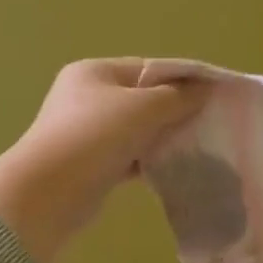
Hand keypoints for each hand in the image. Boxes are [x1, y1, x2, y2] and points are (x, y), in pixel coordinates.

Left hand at [0, 59, 207, 262]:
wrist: (48, 194)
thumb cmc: (95, 137)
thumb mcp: (143, 108)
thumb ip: (178, 97)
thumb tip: (205, 89)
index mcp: (94, 72)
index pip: (147, 68)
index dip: (181, 79)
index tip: (214, 94)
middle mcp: (86, 97)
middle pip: (143, 99)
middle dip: (175, 110)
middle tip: (209, 122)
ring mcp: (86, 133)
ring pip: (137, 130)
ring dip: (164, 137)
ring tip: (198, 146)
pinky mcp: (90, 165)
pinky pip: (129, 156)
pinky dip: (150, 160)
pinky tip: (174, 168)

————

[PROMPT]:
Look for "index" in each line of the material, then copy the lines where it is found.

[WRITTEN RESPONSE]:
index mcp: (94, 72)
index pip: (147, 68)
index dip: (181, 79)
index tip: (214, 94)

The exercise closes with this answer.